**Try it:** When you write out the entries, keep every line exactly as it appears.

**Records shown:**
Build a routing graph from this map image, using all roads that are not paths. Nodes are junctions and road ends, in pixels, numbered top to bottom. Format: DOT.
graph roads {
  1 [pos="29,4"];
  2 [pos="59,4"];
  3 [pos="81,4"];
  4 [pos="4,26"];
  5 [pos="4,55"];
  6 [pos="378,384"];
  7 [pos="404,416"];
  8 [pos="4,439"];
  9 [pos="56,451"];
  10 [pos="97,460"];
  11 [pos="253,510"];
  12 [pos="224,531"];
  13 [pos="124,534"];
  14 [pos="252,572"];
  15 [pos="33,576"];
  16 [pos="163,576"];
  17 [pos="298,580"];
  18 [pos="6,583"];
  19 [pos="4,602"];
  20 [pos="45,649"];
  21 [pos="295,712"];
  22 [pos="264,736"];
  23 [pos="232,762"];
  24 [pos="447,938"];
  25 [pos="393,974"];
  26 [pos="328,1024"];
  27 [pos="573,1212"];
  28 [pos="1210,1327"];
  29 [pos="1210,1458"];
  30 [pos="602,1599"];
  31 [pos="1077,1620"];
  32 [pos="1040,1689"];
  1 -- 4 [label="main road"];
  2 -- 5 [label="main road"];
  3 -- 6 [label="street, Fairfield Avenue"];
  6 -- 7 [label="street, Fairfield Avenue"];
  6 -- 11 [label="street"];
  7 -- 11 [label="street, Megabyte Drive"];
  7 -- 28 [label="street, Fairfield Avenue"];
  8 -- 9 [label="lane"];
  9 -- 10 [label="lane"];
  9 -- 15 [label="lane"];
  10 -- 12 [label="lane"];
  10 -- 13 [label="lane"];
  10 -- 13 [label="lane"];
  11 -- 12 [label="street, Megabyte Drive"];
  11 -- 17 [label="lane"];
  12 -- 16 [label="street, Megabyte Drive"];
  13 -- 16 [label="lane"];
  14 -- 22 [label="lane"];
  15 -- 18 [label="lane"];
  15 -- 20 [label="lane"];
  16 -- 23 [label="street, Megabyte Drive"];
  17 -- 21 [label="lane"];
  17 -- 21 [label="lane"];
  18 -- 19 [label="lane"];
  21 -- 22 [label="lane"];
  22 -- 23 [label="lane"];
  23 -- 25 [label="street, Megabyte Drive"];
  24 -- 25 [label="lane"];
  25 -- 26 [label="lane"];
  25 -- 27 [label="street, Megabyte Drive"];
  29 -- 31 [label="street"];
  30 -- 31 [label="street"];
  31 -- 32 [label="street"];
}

**Output for this task:**
Build a routing graph from this map image, using all roads that are not paths. Nodes are junctions and road ends, in pixels, numbered top to bottom. Format: DOT.
graph roads {
  1 [pos="29,4"];
  2 [pos="59,4"];
  3 [pos="81,4"];
  4 [pos="4,26"];
  5 [pos="4,55"];
  6 [pos="378,384"];
  7 [pos="404,416"];
  8 [pos="4,439"];
  9 [pos="56,451"];
  10 [pos="97,460"];
  11 [pos="253,510"];
  12 [pos="224,531"];
  13 [pos="124,534"];
  14 [pos="252,572"];
  15 [pos="33,576"];
  16 [pos="163,576"];
  17 [pos="298,580"];
  18 [pos="6,583"];
  19 [pos="4,602"];
  20 [pos="45,649"];
  21 [pos="295,712"];
  22 [pos="264,736"];
  23 [pos="232,762"];
  24 [pos="447,938"];
  25 [pos="393,974"];
  26 [pos="328,1024"];
  27 [pos="573,1212"];
  28 [pos="1210,1327"];
  29 [pos="1210,1458"];
  30 [pos="602,1599"];
  31 [pos="1077,1620"];
  32 [pos="1040,1689"];
  1 -- 4 [label="main road"];
  2 -- 5 [label="main road"];
  3 -- 6 [label="street, Fairfield Avenue"];
  6 -- 7 [label="street, Fairfield Avenue"];
  6 -- 11 [label="street"];
  7 -- 11 [label="street, Megabyte Drive"];
  7 -- 28 [label="street, Fairfield Avenue"];
  8 -- 9 [label="lane"];
  9 -- 10 [label="lane"];
  9 -- 15 [label="lane"];
  10 -- 12 [label="lane"];
  10 -- 13 [label="lane"];
  10 -- 13 [label="lane"];
  11 -- 12 [label="street, Megabyte Drive"];
  11 -- 17 [label="lane"];
  12 -- 16 [label="street, Megabyte Drive"];
  13 -- 16 [label="lane"];
  14 -- 22 [label="lane"];
  15 -- 18 [label="lane"];
  15 -- 20 [label="lane"];
  16 -- 23 [label="street, Megabyte Drive"];
  17 -- 21 [label="lane"];
  17 -- 21 [label="lane"];
  18 -- 19 [label="lane"];
  21 -- 22 [label="lane"];
  22 -- 23 [label="lane"];
  23 -- 25 [label="street, Megabyte Drive"];
  24 -- 25 [label="lane"];
  25 -- 26 [label="lane"];
  25 -- 27 [label="street, Megabyte Drive"];
  29 -- 31 [label="street"];
  30 -- 31 [label="street"];
  31 -- 32 [label="street"];
}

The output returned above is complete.